Hamdi was captured in Afghanistan in 2001, sent to Guantanamo Bay, Cuba, and then shipped to a Navy brig when the feds learned he could claim U.S. citizenship.
Sent away
Last June, the Supreme Court ruled that the administration had to either try him or release him, and even though Hamdi, now 24, was presumably so dangerous that he had to spend over two years in solitary, the administration tamely sent him back to his parents in Saudi Arabia on the grounds that he no longer had any useful information to give.
Padilla, now 34, wasn't so lucky. Even though an appeals court had ruled that Padilla, too, should be tried or released, the Supreme Court said his case should have been filed in South Carolina instead of New York.
Now a federal judge in South Carolina, Henry Floyd, has ruled and dealt, one hopes, a fatal blow to the assertion of an unchecked presidential power to jail a citizen indefinitely and with no access to due process -- a judge, lawyer, habeas corpus, charges, a trial, all the basic constitutional safeguards.

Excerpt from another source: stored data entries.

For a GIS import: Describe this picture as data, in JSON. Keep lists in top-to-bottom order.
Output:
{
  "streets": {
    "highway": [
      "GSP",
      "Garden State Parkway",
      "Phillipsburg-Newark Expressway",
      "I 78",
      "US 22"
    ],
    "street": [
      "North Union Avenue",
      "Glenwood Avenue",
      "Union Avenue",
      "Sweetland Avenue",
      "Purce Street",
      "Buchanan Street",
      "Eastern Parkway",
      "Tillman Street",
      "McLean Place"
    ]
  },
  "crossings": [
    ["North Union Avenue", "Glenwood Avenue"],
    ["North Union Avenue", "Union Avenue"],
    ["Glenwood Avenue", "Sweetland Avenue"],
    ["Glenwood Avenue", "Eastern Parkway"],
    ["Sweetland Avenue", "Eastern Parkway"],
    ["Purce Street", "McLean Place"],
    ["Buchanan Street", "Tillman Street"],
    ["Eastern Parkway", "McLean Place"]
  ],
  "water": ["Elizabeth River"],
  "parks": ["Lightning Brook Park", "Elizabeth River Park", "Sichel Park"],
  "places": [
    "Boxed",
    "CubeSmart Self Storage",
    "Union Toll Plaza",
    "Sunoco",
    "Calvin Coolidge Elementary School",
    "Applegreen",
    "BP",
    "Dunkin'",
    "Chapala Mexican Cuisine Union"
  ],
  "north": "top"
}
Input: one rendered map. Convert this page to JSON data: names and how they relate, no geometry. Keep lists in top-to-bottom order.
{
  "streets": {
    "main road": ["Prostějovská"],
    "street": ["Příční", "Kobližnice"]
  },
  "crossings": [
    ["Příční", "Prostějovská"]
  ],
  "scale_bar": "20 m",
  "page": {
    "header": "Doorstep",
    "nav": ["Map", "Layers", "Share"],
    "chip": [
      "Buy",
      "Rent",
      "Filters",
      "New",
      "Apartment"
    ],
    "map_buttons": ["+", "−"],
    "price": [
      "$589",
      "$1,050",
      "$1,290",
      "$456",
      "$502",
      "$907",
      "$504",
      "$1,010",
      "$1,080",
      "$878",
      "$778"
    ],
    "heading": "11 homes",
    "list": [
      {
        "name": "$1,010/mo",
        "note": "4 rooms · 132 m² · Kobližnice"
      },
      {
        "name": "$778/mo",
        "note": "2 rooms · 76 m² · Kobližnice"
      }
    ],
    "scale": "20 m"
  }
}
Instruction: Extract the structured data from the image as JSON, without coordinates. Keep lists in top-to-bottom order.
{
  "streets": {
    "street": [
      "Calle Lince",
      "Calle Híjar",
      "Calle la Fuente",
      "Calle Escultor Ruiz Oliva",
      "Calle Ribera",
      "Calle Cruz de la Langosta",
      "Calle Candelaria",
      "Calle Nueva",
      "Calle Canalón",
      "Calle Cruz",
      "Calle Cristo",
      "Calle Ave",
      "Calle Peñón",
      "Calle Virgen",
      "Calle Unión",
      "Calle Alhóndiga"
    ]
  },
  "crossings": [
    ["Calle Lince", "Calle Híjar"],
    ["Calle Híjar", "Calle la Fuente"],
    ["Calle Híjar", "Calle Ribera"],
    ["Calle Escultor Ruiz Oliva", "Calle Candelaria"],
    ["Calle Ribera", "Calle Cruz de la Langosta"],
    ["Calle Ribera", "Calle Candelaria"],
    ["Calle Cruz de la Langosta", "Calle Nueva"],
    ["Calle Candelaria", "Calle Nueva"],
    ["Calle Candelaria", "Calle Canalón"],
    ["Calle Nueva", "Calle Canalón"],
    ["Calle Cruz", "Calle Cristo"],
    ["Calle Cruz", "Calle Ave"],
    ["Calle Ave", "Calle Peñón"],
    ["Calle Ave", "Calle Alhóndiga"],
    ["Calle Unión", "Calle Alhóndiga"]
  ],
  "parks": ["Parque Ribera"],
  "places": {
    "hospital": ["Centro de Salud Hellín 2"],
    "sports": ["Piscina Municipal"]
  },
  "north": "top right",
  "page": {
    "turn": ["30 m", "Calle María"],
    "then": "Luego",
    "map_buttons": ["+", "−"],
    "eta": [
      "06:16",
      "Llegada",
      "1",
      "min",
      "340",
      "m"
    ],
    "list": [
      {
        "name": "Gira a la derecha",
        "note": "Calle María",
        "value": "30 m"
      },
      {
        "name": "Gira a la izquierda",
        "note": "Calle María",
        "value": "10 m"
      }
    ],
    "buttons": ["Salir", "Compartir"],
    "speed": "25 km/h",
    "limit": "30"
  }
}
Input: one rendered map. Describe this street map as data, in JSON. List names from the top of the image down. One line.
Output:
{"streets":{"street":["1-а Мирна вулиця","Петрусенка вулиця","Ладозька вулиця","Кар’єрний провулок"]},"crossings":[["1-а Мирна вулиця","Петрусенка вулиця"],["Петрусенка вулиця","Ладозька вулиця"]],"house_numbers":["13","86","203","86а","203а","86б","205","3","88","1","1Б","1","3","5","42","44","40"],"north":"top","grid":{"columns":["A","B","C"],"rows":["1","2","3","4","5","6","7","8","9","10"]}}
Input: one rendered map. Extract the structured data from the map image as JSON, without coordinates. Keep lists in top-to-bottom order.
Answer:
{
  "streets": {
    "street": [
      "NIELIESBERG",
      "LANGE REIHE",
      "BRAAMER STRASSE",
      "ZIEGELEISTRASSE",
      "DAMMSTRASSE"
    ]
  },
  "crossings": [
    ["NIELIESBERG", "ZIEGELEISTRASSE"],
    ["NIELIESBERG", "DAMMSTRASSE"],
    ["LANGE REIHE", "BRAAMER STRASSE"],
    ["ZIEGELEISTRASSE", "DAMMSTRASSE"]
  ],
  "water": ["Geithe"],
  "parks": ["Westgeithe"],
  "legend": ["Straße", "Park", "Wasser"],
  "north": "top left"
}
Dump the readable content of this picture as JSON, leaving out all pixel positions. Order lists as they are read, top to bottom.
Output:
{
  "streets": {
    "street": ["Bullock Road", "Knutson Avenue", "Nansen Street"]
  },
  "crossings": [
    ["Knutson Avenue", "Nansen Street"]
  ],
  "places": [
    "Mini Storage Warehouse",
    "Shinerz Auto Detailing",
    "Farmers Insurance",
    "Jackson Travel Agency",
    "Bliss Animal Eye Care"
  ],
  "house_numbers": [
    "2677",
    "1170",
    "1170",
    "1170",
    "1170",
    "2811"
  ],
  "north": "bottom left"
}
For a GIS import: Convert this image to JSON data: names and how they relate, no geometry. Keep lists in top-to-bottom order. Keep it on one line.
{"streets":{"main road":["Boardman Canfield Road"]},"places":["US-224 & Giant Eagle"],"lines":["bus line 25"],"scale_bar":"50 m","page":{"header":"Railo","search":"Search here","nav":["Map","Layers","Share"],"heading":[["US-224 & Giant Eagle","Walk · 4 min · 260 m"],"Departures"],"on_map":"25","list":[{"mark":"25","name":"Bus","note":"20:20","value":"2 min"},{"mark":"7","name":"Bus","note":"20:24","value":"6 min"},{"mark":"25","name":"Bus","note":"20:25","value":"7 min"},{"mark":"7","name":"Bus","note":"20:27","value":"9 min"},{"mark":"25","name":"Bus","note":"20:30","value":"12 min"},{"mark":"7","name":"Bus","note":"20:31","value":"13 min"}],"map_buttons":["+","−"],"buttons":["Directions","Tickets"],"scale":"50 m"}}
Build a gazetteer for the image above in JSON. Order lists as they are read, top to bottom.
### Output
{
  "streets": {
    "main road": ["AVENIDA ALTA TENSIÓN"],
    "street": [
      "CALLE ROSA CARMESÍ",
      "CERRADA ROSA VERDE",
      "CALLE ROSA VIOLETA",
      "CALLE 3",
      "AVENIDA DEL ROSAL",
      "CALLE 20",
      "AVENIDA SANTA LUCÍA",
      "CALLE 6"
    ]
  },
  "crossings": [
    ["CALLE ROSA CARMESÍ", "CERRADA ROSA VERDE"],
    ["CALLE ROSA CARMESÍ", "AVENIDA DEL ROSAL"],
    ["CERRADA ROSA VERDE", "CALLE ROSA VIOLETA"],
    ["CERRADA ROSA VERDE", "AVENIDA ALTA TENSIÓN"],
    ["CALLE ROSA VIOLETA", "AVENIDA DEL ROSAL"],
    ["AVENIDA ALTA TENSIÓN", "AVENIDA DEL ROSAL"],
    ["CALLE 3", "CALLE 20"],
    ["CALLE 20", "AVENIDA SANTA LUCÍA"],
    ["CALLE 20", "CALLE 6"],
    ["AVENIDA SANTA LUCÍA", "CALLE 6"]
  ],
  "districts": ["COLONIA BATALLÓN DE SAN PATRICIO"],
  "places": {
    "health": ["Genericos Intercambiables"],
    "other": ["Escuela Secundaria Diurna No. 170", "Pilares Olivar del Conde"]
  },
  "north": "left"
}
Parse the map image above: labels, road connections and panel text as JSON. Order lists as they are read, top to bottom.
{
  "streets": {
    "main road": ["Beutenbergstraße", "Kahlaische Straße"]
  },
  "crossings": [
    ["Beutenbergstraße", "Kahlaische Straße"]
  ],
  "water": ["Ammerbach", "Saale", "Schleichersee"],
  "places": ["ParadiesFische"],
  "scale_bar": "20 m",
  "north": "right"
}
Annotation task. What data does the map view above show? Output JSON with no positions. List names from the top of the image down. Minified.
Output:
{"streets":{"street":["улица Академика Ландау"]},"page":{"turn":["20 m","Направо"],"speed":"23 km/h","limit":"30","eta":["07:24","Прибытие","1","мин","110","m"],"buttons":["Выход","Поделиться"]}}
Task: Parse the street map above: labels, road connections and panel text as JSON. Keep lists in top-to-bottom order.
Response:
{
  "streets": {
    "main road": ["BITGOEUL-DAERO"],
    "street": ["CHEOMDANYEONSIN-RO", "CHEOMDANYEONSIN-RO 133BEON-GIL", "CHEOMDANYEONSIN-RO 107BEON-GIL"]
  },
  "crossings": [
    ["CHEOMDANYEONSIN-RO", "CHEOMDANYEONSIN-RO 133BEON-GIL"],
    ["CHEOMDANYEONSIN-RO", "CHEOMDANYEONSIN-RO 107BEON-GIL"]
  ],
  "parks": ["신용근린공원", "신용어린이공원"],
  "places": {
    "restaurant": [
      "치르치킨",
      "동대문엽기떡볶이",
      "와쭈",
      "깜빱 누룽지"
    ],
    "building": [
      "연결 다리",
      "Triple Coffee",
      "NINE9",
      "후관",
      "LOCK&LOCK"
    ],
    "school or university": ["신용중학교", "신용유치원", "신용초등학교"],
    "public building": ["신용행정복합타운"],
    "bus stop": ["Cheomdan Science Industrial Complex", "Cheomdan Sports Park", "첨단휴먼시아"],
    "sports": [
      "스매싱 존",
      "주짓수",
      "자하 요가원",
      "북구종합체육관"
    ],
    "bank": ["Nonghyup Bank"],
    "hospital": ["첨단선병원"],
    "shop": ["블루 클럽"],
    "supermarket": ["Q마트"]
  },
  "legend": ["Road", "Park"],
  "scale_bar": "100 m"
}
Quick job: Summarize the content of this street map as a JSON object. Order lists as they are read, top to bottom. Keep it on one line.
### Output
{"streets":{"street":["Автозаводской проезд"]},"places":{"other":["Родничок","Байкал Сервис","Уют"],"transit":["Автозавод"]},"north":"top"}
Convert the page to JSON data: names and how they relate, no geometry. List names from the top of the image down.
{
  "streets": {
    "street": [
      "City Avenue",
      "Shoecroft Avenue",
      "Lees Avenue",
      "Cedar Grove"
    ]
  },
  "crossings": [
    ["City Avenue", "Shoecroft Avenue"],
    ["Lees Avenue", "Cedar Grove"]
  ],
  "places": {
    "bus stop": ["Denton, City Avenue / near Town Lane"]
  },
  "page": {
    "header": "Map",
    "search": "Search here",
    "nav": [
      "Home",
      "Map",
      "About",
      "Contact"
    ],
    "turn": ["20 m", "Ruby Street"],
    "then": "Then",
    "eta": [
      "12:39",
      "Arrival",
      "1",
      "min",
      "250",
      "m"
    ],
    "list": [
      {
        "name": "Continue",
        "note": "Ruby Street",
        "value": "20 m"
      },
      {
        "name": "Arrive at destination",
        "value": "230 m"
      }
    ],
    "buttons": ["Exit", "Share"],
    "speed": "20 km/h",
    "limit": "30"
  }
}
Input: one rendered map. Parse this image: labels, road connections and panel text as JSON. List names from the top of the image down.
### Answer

"The court finds that the president has no power, neither express nor implied, neither constitutional nor statutory, to hold petitioner as an enemy combatant," Floyd wrote.
Padilla was arrested at Chicago's O'Hare airport in 2002 and shipped to New York to be held as a material witness. When he demanded a lawyer, he was branded an enemy combatant and shipped to South Carolina to be held incommunicado in a Navy brig.
The Bush administration argues that the president had this power in his role as commander in chief fighting a war on terror. Floyd, a 2003 Bush appointee, said that to agree with that position would be "to engage in judicial activism," which the Bush administration in any other context would deplore.
Frightening aftrermath
"If such a position were ever adopted by the courts, it would totally eviscerate the limits placed on presidential authority to protect the citizenry's individual liberties," Floyd said, a prospect that many Americans forgot in the frightening aftermath of 9/11.
The Justice Department has 45 days to charge Padilla, release him or appeal. It will appeal, but thanks to Judge Floyd the higher courts have a clear guide as to how they should find.